* _Records from a data source_
= Beginning of Section =

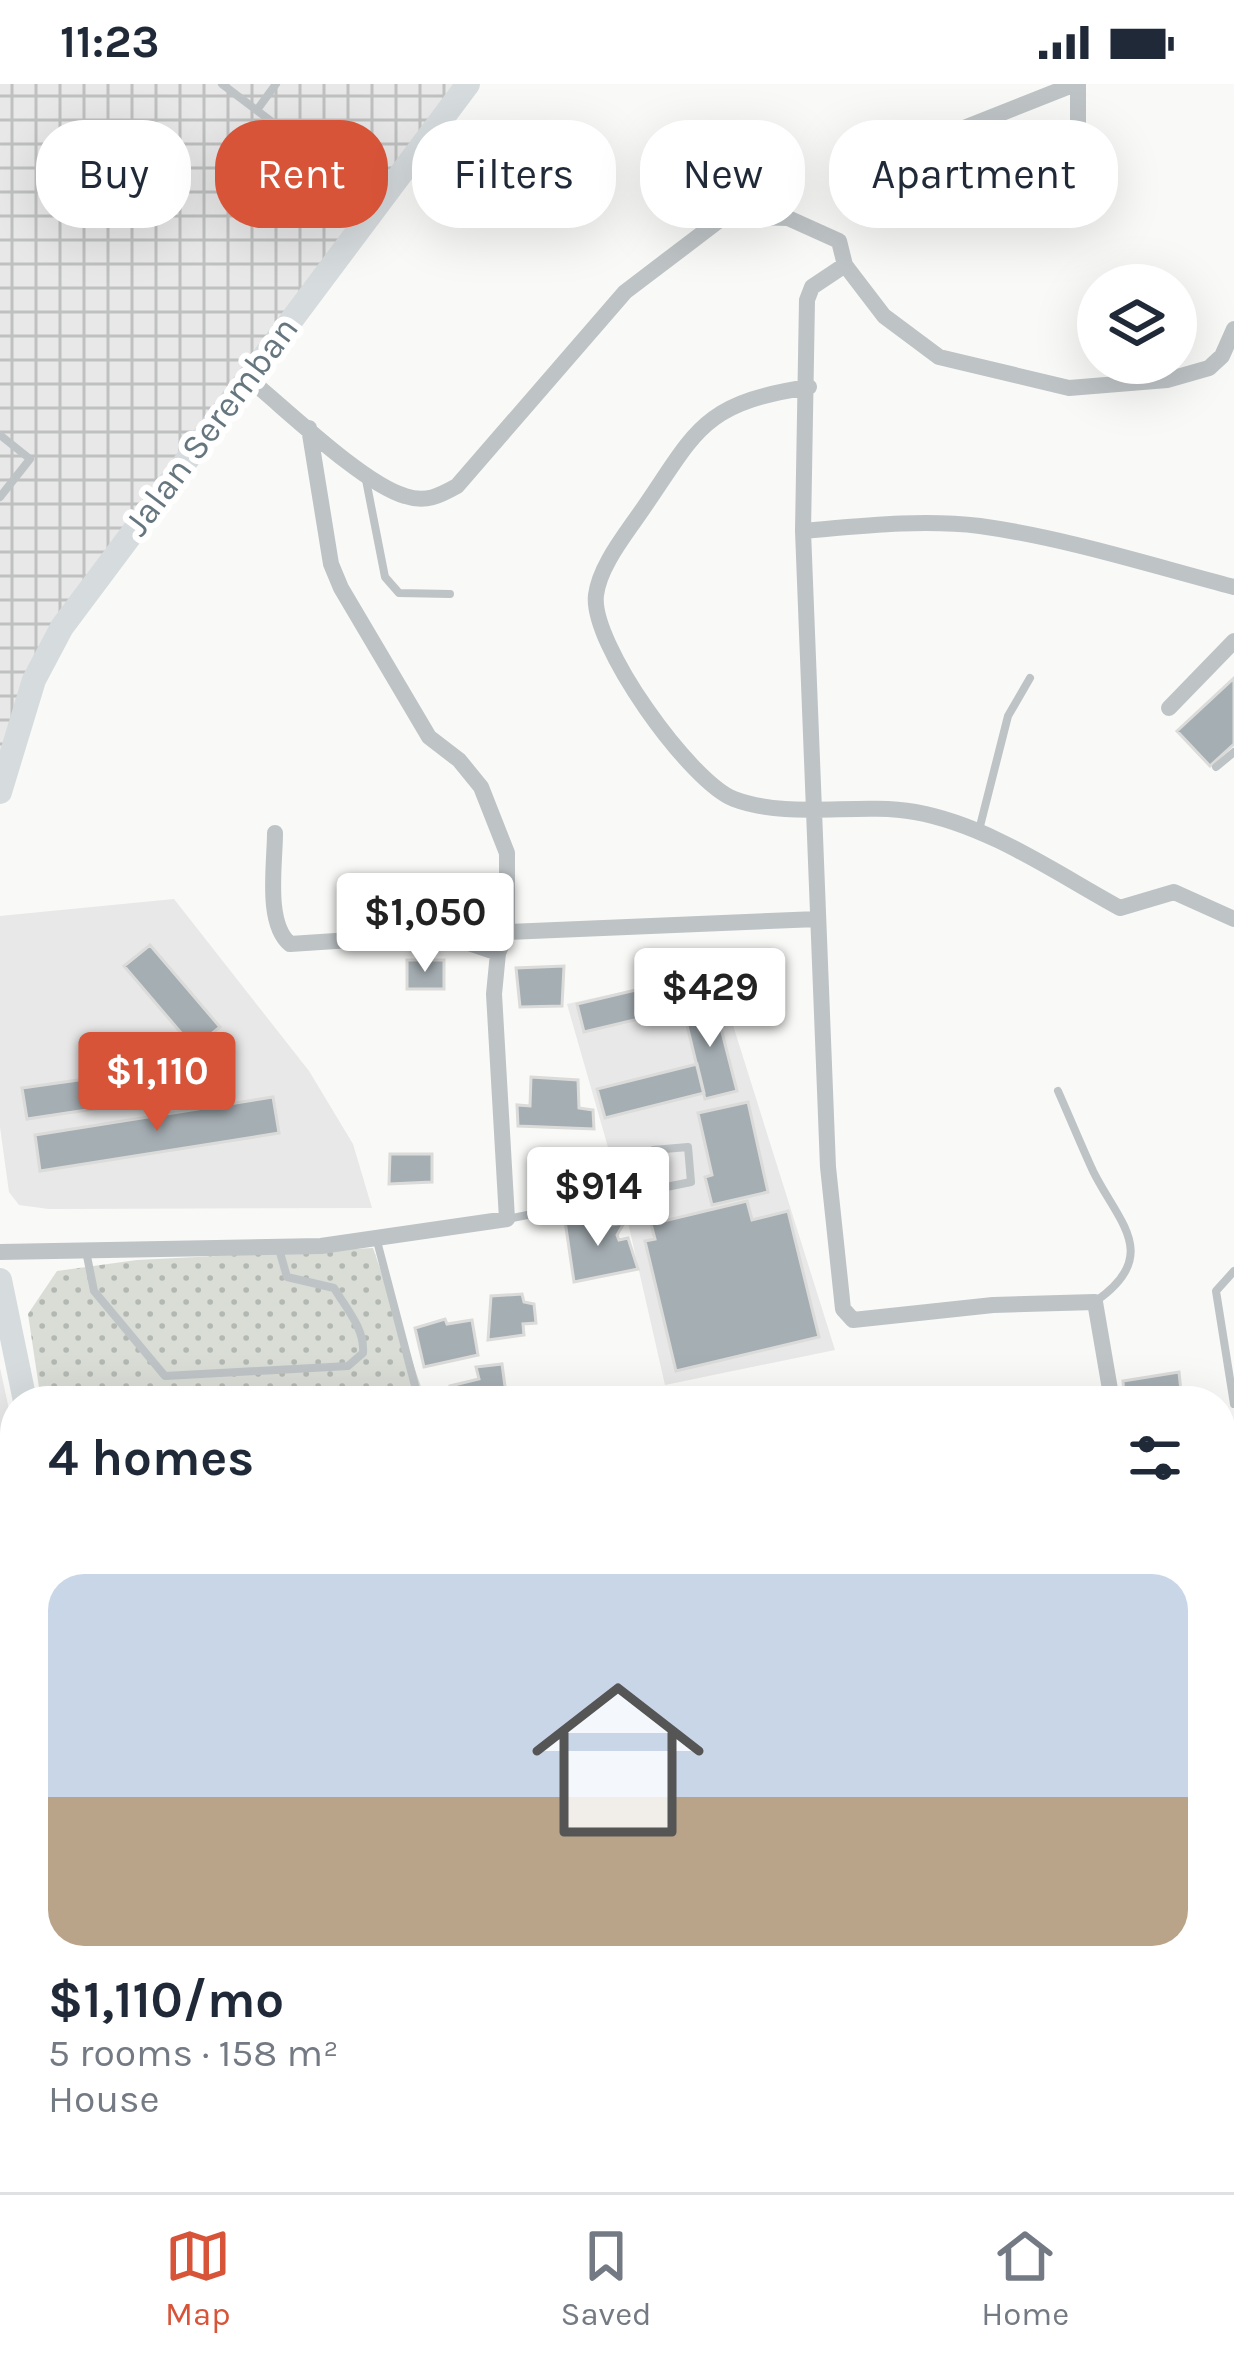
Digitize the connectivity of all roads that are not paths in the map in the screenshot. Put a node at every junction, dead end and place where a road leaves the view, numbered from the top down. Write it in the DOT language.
graph roads {
  1 [pos="222,84"];
  2 [pos="276,84"];
  3 [pos="468,84"];
  4 [pos="1076,84"];
  5 [pos="257,110"];
  6 [pos="270,120"];
  7 [pos="984,120"];
  8 [pos="1077,120"];
  9 [pos="388,190"];
  10 [pos="360,228"];
  11 [pos="845,265"];
  12 [pos="1234,329"];
  13 [pos="249,379"];
  14 [pos="809,386"];
  15 [pos="309,428"];
  16 [pos="0,435"];
  17 [pos="361,468"];
  18 [pos="0,497"];
  19 [pos="803,531"];
  20 [pos="1234,587"];
  21 [pos="450,594"];
  22 [pos="1234,641"];
  23 [pos="1030,678"];
  24 [pos="1168,708"];
  25 [pos="1234,752"];
  26 [pos="1216,767"];
  27 [pos="1,787"];
  28 [pos="818,809"];
  29 [pos="979,831"];
  30 [pos="275,833"];
  31 [pos="1234,919"];
  32 [pos="818,920"];
  33 [pos="507,932"];
  34 [pos="498,953"];
  35 [pos="1058,1091"];
  36 [pos="652,1190"];
  37 [pos="507,1219"];
  38 [pos="377,1241"];
  39 [pos="278,1248"];
  40 [pos="86,1251"];
  41 [pos="0,1252"];
  42 [pos="1234,1271"];
  43 [pos="0,1280"];
  44 [pos="1095,1302"];
  45 [pos="1230,1358"];
  46 [pos="22,1386"];
  47 [pos="415,1386"];
  48 [pos="1109,1386"];
  1 -- 5 [label="lane"];
  2 -- 5 [label="lane"];
  3 -- 9 [label="main road, Jalan Seremban"];
  4 -- 7 [label="street"];
  4 -- 8 [label="street"];
  5 -- 6 [label="lane"];
  10 -- 13 [label="main road, Jalan Seremban"];
  11 -- 12 [label="street"];
  11 -- 14 [label="street"];
  11 -- 17 [label="street"];
  13 -- 15 [label="street"];
  13 -- 27 [label="main road, Jalan Seremban"];
  14 -- 19 [label="street"];
  14 -- 28 [label="street"];
  15 -- 17 [label="street"];
  15 -- 33 [label="street"];
  16 -- 18 [label="lane"];
  17 -- 21 [label="lane"];
  19 -- 20 [label="street"];
  19 -- 28 [label="street"];
  22 -- 24 [label="street"];
  23 -- 29 [label="lane"];
  25 -- 26 [label="lane"];
  28 -- 29 [label="street"];
  28 -- 32 [label="street"];
  29 -- 31 [label="street"];
  30 -- 34 [label="street"];
  32 -- 33 [label="street"];
  32 -- 44 [label="street"];
  33 -- 34 [label="street"];
  34 -- 37 [label="street"];
  35 -- 44 [label="lane"];
  36 -- 36 [label="lane"];
  36 -- 37 [label="lane"];
  37 -- 38 [label="street"];
  38 -- 39 [label="street"];
  38 -- 47 [label="lane"];
  39 -- 40 [label="street"];
  39 -- 40 [label="lane"];
  40 -- 41 [label="street"];
  42 -- 45 [label="lane"];
  43 -- 46 [label="main road"];
  44 -- 48 [label="street"];
}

= End of Section =

* _WHAT THE EXERCISE ASKS_
Pick out every line above that contains the word "main" and copy it.

* _RESPONSE_
  3 -- 9 [label="main road, Jalan Seremban"];
  10 -- 13 [label="main road, Jalan Seremban"];
  13 -- 27 [label="main road, Jalan Seremban"];
  43 -- 46 [label="main road"];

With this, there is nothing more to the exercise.